§ **Work to be completed**
For the entries below, count the lines containing "Carralero" and give only that number.
-- Task inputs follows --
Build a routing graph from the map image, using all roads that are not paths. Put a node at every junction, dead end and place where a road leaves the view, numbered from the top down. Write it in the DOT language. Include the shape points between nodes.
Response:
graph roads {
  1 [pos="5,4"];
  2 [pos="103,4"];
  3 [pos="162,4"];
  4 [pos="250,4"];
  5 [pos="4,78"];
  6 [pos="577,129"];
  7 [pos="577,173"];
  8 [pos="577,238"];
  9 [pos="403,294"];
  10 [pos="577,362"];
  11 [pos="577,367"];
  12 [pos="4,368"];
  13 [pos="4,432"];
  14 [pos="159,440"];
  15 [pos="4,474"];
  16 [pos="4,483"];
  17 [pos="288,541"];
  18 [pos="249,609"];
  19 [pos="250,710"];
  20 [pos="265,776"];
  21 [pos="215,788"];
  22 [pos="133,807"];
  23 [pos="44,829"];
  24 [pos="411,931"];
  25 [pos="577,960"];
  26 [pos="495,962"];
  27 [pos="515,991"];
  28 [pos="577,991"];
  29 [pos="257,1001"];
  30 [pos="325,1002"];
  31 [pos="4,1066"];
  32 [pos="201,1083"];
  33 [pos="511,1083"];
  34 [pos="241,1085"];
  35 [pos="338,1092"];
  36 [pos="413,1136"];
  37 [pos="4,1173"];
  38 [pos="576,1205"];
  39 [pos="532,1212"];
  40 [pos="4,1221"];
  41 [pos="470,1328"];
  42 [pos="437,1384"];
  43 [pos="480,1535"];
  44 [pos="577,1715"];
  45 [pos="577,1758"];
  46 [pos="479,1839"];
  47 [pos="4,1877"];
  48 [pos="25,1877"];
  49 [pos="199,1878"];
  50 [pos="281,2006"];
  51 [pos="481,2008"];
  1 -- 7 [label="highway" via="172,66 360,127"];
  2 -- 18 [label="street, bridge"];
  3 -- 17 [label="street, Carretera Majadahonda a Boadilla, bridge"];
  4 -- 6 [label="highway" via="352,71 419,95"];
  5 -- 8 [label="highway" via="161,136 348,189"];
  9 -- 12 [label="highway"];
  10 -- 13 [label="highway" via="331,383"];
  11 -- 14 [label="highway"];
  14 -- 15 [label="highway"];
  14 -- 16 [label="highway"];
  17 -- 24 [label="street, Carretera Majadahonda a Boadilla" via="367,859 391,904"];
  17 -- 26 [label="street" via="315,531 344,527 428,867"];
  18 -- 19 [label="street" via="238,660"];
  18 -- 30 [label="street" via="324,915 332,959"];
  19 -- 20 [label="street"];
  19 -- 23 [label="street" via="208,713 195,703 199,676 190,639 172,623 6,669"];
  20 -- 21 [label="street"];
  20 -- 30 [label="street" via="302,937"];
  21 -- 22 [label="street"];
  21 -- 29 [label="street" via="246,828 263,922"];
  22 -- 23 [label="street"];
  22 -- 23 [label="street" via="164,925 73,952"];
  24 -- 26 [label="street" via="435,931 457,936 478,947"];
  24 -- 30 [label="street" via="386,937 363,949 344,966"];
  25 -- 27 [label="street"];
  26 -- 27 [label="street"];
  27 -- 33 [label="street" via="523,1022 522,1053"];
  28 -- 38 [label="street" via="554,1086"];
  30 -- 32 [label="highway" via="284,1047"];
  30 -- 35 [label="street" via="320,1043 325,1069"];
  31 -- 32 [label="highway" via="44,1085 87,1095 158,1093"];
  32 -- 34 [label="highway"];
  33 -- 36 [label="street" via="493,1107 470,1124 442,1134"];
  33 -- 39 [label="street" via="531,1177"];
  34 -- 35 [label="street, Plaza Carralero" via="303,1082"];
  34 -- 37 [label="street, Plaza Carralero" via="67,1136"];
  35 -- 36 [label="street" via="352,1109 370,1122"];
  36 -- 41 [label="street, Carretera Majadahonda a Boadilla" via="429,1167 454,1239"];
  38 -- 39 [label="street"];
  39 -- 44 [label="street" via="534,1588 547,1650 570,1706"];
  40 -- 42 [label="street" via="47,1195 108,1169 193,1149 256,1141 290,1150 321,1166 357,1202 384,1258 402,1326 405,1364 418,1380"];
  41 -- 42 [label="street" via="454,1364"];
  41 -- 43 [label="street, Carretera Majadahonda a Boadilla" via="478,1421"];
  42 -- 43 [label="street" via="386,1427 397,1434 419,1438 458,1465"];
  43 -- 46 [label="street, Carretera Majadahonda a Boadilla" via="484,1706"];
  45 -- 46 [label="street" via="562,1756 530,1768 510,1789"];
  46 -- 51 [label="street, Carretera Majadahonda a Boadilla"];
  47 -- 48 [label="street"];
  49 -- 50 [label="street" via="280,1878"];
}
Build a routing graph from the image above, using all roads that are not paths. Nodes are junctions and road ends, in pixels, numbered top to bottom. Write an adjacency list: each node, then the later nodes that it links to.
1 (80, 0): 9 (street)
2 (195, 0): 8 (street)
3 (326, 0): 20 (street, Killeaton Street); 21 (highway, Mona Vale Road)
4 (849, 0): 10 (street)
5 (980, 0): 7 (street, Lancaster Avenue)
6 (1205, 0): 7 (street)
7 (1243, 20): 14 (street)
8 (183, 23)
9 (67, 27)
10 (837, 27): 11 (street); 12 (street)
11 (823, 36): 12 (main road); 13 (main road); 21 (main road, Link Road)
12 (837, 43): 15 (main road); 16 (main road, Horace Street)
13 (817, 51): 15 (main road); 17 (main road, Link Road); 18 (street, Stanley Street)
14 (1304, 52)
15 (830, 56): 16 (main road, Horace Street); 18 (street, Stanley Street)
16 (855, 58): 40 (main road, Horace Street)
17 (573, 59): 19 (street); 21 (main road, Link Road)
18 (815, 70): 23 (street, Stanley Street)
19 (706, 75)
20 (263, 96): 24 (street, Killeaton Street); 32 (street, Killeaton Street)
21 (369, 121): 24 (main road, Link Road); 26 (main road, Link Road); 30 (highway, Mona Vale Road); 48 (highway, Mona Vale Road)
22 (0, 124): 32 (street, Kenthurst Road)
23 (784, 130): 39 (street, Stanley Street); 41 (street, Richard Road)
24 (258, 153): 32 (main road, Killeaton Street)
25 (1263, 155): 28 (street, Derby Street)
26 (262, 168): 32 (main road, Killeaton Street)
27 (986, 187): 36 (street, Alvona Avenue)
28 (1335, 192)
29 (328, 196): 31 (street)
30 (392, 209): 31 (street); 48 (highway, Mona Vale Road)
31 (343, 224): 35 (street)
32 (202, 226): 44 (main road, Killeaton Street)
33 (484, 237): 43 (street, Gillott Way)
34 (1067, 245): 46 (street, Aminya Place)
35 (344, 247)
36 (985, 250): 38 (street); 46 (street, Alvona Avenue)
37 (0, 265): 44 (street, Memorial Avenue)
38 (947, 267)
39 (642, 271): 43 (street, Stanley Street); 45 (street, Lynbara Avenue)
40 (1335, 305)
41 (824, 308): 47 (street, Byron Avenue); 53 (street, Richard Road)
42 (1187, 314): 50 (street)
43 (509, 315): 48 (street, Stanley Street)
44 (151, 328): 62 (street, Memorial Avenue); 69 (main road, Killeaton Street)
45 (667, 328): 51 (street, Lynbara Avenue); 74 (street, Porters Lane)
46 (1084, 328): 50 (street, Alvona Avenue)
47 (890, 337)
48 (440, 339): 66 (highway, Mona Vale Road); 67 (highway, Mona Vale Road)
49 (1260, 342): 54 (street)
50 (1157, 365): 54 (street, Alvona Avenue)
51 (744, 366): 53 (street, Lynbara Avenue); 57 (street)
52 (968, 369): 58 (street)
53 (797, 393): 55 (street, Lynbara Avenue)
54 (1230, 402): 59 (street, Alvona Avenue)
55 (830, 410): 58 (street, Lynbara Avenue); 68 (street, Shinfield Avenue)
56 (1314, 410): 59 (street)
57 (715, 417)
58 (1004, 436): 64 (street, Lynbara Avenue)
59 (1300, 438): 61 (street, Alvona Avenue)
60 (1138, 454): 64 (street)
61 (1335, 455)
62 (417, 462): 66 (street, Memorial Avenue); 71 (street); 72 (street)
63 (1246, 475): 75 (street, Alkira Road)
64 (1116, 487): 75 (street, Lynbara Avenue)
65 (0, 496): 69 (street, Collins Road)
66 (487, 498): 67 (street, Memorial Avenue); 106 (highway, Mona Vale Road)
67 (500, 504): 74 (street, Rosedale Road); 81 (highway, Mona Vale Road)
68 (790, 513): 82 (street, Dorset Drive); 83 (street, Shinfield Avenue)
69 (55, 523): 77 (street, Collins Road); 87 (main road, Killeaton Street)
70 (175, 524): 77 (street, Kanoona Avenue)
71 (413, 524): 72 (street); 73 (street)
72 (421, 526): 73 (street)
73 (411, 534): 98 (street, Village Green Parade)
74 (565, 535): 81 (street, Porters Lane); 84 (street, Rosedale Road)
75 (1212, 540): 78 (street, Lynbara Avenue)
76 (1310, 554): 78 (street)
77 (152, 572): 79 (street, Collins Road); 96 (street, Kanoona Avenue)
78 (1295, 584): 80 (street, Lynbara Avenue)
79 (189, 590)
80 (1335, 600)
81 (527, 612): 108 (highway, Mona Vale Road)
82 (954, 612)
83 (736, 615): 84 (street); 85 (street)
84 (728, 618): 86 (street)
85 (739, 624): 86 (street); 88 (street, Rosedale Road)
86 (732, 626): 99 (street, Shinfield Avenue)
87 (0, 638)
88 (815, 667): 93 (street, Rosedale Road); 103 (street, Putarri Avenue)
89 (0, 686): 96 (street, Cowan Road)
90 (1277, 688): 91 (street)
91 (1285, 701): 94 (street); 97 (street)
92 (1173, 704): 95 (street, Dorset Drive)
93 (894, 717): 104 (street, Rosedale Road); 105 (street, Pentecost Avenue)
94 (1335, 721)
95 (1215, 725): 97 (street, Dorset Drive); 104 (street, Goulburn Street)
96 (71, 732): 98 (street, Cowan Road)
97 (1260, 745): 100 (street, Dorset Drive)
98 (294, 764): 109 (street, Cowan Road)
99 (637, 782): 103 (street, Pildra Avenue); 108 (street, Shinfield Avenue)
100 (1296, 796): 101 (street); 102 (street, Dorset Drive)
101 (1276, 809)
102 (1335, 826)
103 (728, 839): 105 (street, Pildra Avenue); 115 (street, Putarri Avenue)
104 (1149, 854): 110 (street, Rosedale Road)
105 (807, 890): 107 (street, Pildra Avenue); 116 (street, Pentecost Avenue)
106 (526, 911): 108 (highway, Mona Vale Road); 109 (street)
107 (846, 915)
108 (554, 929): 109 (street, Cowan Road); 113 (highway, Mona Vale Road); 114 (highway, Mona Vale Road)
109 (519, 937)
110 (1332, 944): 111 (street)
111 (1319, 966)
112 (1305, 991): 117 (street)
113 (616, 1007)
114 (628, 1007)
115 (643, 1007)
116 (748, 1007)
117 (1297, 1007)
-- Task inputs concluded --
§ **Result for this task**
2